La peine est partagée par tous les DSI, enfin au moins en France. Celle de devoir se tourner vers la direction des achats pour mener à bien une acquisition de matériel, de logiciel, de réseaux ou encore de prestations intellectuelles. Ce n’est pas que les acheteurs soient antipathiques.
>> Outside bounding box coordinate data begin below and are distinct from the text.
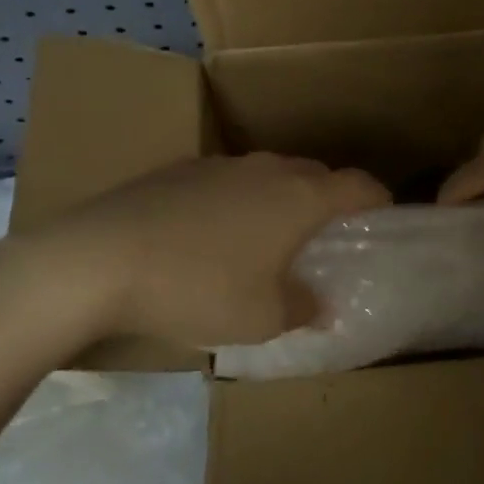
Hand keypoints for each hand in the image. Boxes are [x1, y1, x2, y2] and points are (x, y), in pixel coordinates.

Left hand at [39, 152, 390, 348]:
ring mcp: (221, 164)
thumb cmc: (197, 288)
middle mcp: (266, 169)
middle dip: (330, 199)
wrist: (99, 258)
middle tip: (327, 236)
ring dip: (281, 198)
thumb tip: (321, 305)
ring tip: (270, 237)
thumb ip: (301, 309)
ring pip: (269, 174)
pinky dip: (239, 200)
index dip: (378, 198)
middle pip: (315, 174)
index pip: (357, 184)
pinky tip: (214, 234)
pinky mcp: (180, 169)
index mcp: (299, 197)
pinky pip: (229, 180)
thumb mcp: (260, 319)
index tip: (384, 216)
Mais ils sont souvent débordés par de multiples sollicitations émanant des autres directions, avec des processus complexes à mener et des contraintes juridiques qui s’imposent.
La situation est encore plus compliquée dans le secteur public, avec les obligations inhérentes au code de la commande publique. « Dans une collectivité comme un conseil départemental, explique Sébastien Déon, le DSI du CD 54 (Lauréat du prix DSI Cybersécurité, voir n°2303), les directions des achats sont souvent embolisées. Il peut s’écouler plusieurs semaines avant qu’un des acheteurs, pris par ailleurs sur des projets beaucoup plus complexes et plus coûteux, par exemple en génie civil, ne se libère pour traiter une petite demande non prioritaire telle que celles qui émanent d’une DSI. »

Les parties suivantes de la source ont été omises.